The other directions leaned more corporate closer to the company’s parent website, which worked for credibility but could be perceived as cold, intimidating feel. The chosen direction leaned toward something more playful and energetic while still embodying trustworthiness. The design needed to balance between newer, younger investors and experienced traders.
Some of the early UI explorations





05 — Usability Testing
We tested the prototype with 5 participants: 1 newbie investors, 2 middle-experience, and 2 sophisticated investor. I moderated all sessions.
Each session was conducted remotely using Lookback and followed 3 tasks:
- Task 1 - Explore the homepage and understand what the site offers
- Task 2 - Search for a DW, read the product list, and view a DW detail page
- Task 3 - Use the DW comparison feature
After each session, findings were synthesized in Miro and grouped into themes.
Synthesized in Miro



What worked well
- Search bar and search module: All 5 participants found the search bar prominent and easy to locate, and the autosuggest function was well received. Testing also confirmed that users arrived with a DW already in mind and went straight to search. Nobody needed to be guided there.

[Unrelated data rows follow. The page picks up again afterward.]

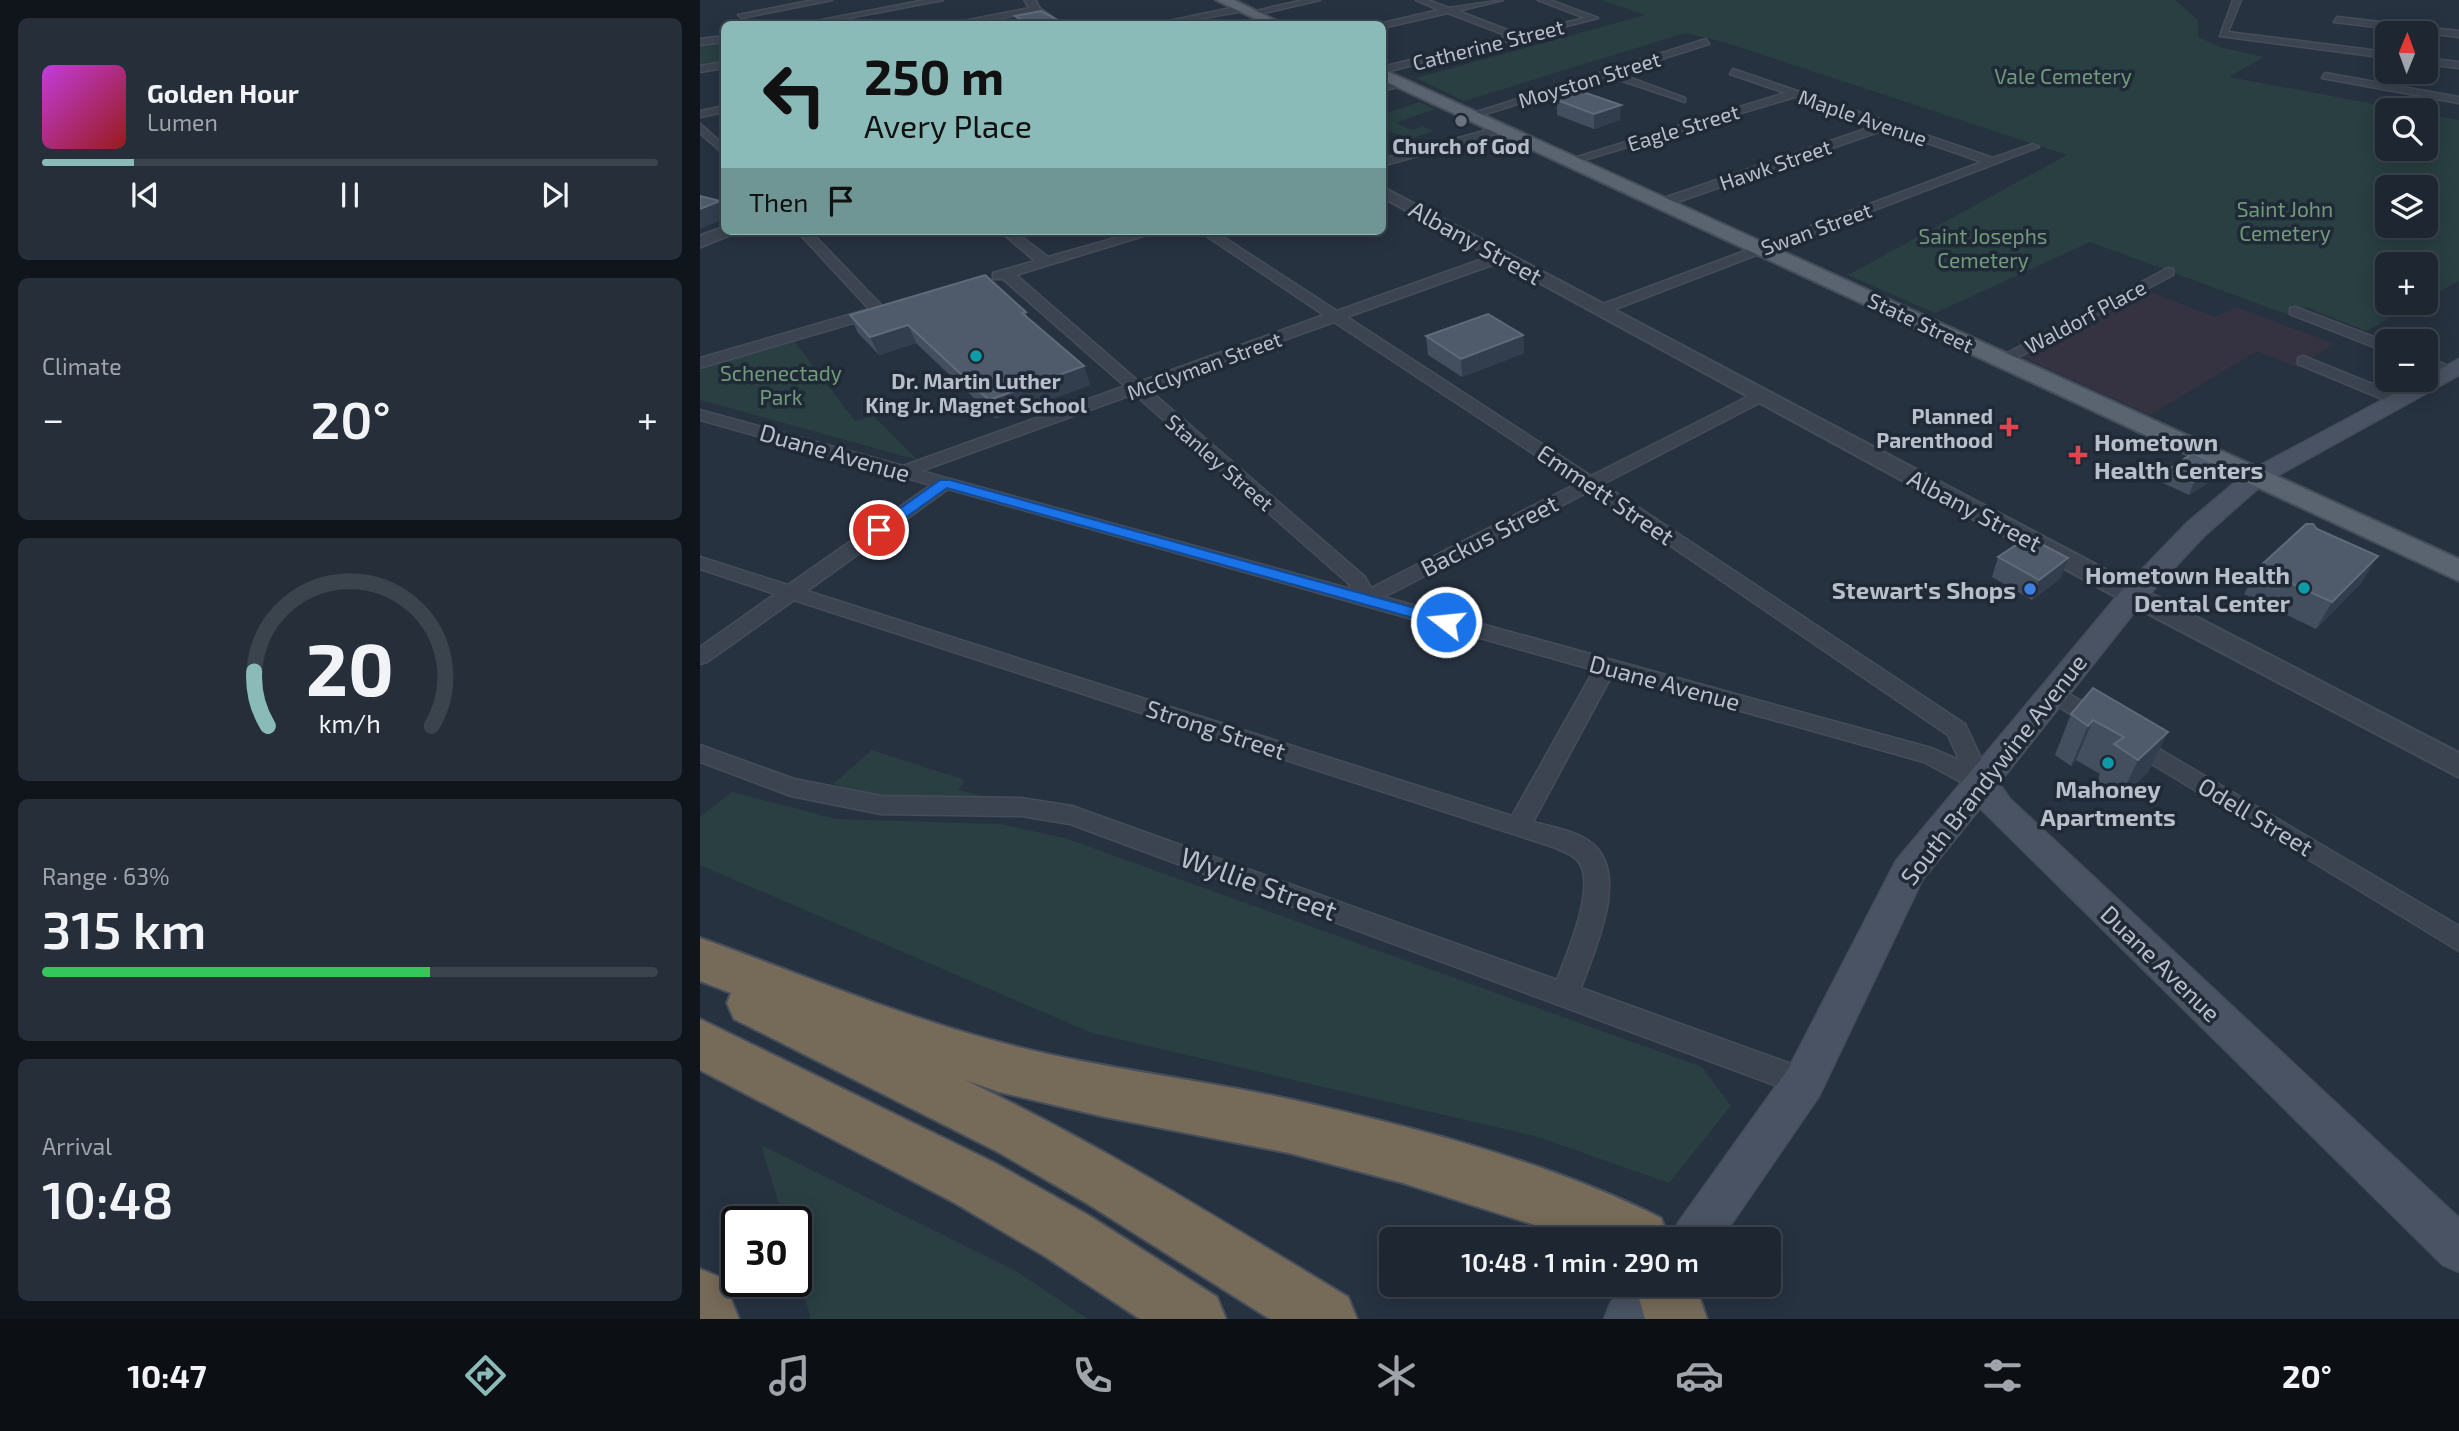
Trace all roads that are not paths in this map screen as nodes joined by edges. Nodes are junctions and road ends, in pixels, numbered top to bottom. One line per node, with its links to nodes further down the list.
1 (744, 0): 13 (street)
2 (828, 0): 13 (street)
3 (939, 0): 14 (street)
4 (1223, 0): 11 (main road)
5 (1315, 0): 11 (street)
6 (1420, 0): 12 (street)
7 (1499, 0): 12 (street)
8 (1542, 0): 21 (street, Catherine Street)
9 (2237, 0): 25 (street)
10 (1033, 5): 15 (street); 16 (street)
11 (1246, 11): 17 (street); 18 (main road)
12 (1449, 11): 19 (street); 21 (street)
13 (741, 20)
14 (822, 21)
15 (965, 21)
16 (1052, 21)
17 (1178, 21)
18 (1269, 21)
19 (1386, 24)
20 (2459, 34): 25 (street)
21 (1518, 37): 31 (street, Catherine Street)
22 (721, 39): 23 (street)
23 (700, 42)
24 (1706, 42): 33 (street, Moyston Street)
25 (2331, 48): 26 (street); 39 (street)
26 (2375, 54)
27 (2438, 62): 28 (street)
28 (2459, 65)
29 (721, 66): 30 (street)
30 (700, 69)
31 (1386, 71)
32 (1733, 72): 37 (street, Maple Avenue)
33 (1609, 73): 38 (street); 42 (street, Moyston Street)
34 (1386, 74): 35 (main road, State Street)
35 (1401, 83): 36 (street); 42 (main road, State Street)
36 (1386, 88)
37 (1796, 93): 43 (street, Maple Avenue); 50 (street, Eagle Street)
38 (1681, 100)
39 (2459, 100)
40 (721, 110): 41 (street)
41 (700, 114)
42 (1472, 115): 45 (main road, State Street)
43 (1888, 125): 52 (street, Maple Avenue); 54 (street, Hawk Street)
44 (700, 127): 47 (street)
45 (1502, 129): 50 (main road, State Street); 51 (street)
46 (721, 135): 47 (street)
47 (711, 137): 49 (street)
48 (2033, 147): 52 (street, Swan Street)
49 (721, 148)
50 (1570, 161): 54 (main road, State Street)
51 (1386, 162)
52 (1993, 162): 61 (street, Swan Street)
53 (1386, 193): 62 (street, Albany Street)
54 (1661, 203): 61 (main road, State Street)
55 (721, 233): 60 (street)
56 (807, 235): 73 (street)
57 (1011, 235): 63 (street)
58 (1140, 235): 63 (street)
59 (1211, 235): 69 (street, Emmett Street)
60 (700, 242)
61 (1761, 248): 67 (street, Swan Street); 71 (main road, State Street)
62 (1504, 256): 67 (street, Albany Street); 69 (street, McClyman Street)
63 (1045, 262): 65 (street)
64 (2168, 272): 71 (street, Waldorf Place)
65 (1006, 274): 66 (street); 75 (street, Stanley Street)
66 (981, 281)
67 (1600, 310): 76 (street, Albany Street)
68 (2295, 311): 70 (street)
69 (1337, 317): 75 (street, McClyman Street); 82 (street, Emmett Street)
70 (2375, 342)
71 (2002, 360): 80 (main road, State Street)
72 (2303, 361): 77 (street)
73 (700, 363)
74 (2454, 368): 77 (main road, South Brandywine Avenue)
75 (1136, 389): 79 (street, McClyman Street); 87 (street, Stanley Street)
76 (1763, 395): 82 (street, Backus Street); 86 (street, Albany Street)
77 (2398, 400): 80 (main road, South Brandywine Avenue)
78 (700, 415): 79 (street, Duane Avenue)
79 (904, 471): 81 (street, Duane Avenue)
80 (2255, 478): 84 (main road, State Street); 86 (main road, South Brandywine Avenue)
81 (945, 483): 85 (street); 87 (street, Duane Avenue)
82 (1590, 483): 87 (street, Backus Street); 93 (street, Emmett Street)
83 (700, 563): 85 (street, Strong Street)
84 (2459, 571)
85 (790, 593): 88 (street); 94 (street, Strong Street)
86 (2133, 595): 90 (main road, South Brandywine Avenue); 92 (street, Albany Street)
87 (1365, 599): 89 (street, Duane Avenue)
88 (700, 657)
89 (1607, 666): 93 (street, Duane Avenue); 94 (street)
90 (2053, 693): 93 (main road, South Brandywine Avenue); 95 (street, Odell Street)
91 (700, 753): 98 (street, Wyllie Street)
92 (2459, 766)
93 (1980, 782): 100 (main road, South Brandywine Avenue); 103 (main road, Duane Avenue)
94 (1518, 827): 98 (street, Strong Street)
95 (2459, 940)
96 (700, 959): 101 (highway)
97 (700, 978): 109 (highway)
98 (1565, 996): 100 (street, Wyllie Street)
99 (700, 1042): 108 (highway)
100 (1804, 1082): 102 (main road, South Brandywine Avenue)
101 (1616, 1227)
102 (1702, 1227)
103 (2459, 1249)
104 (1647, 1297): 110 (main road)
105 (1669, 1297): 111 (highway)
106 (700, 1300): 107 (highway)
107 (708, 1319)
108 (1195, 1319)
109 (1326, 1319)
110 (1628, 1319)
111 (1676, 1319)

"Other websites provide too many search options. I like the simplicity of this search module. It's clear. For filter, it's convenient to use." - Middle Experience user - Icon indicators: All 5 participants found the icon indicators useful. They helped users scope down their options and make decisions faster without having to interpret every number in the table.
"What I like the most in the website is the symbol. It helps me save time. I can take a look on the symbol and make a decision." - Middle Experience user - DW Summary section: All 5 participants found the summary section contained all the information they needed without feeling cluttered. The layout was described as well organised and easy to read at a glance.
- DW detail page: 4 participants found the detail page easy to navigate. 3 participants found the DW graph useful particularly the price comparison between DW and underlying asset, and the volume bar chart.
- Compare feature: 4 participants were able to discover and use the comparison feature. Once they understood how it worked, they found it easy to use.
- Overall visual design: Users described the design as trustworthy, easy to read, and not cluttered
“The design looks trustworthy, easy to read, and easy to the eye” - Newbie user
What we learned and fixed
- Icon labels needed clearer language: added descriptions and refined writing for Hit Bid, Top Pick, and Overpriced
- Compare popup empty state was confusing: redesigned with explicit next step guidance and first-time user onboarding. Also updated the flow so users will never find the compare popup empty.
- Autocomplete list needed better visual differentiation between result types (DW and underlying asset): added label describing type of result.
After Launched
Outcome
Usability testing validated our core decisions across 3 user groups. The client confirmed the redesign met their goals of simpler navigation, reduced information overload, and a more friendly experience for newer investors.
The most telling moment came from a middle-experience user who unprompted told us: "The website is easy to understand. Because first it provides things that users are looking for. Second, it provides keyword and important news. Third, analytic tools for traders."
Reflection
This was my first time designing for a complex financial product in a heavily regulated industry. I'm proud that I was able to lead the project, get up to speed on a completely unfamiliar subject, and still deliver an outcome that worked for users and met the client's goals. Managing the complexity while keeping the team moving and the design focused is what I'm most proud of. Seeing users respond positively in testing, and hearing the client confirm we hit their goals, made it worth it.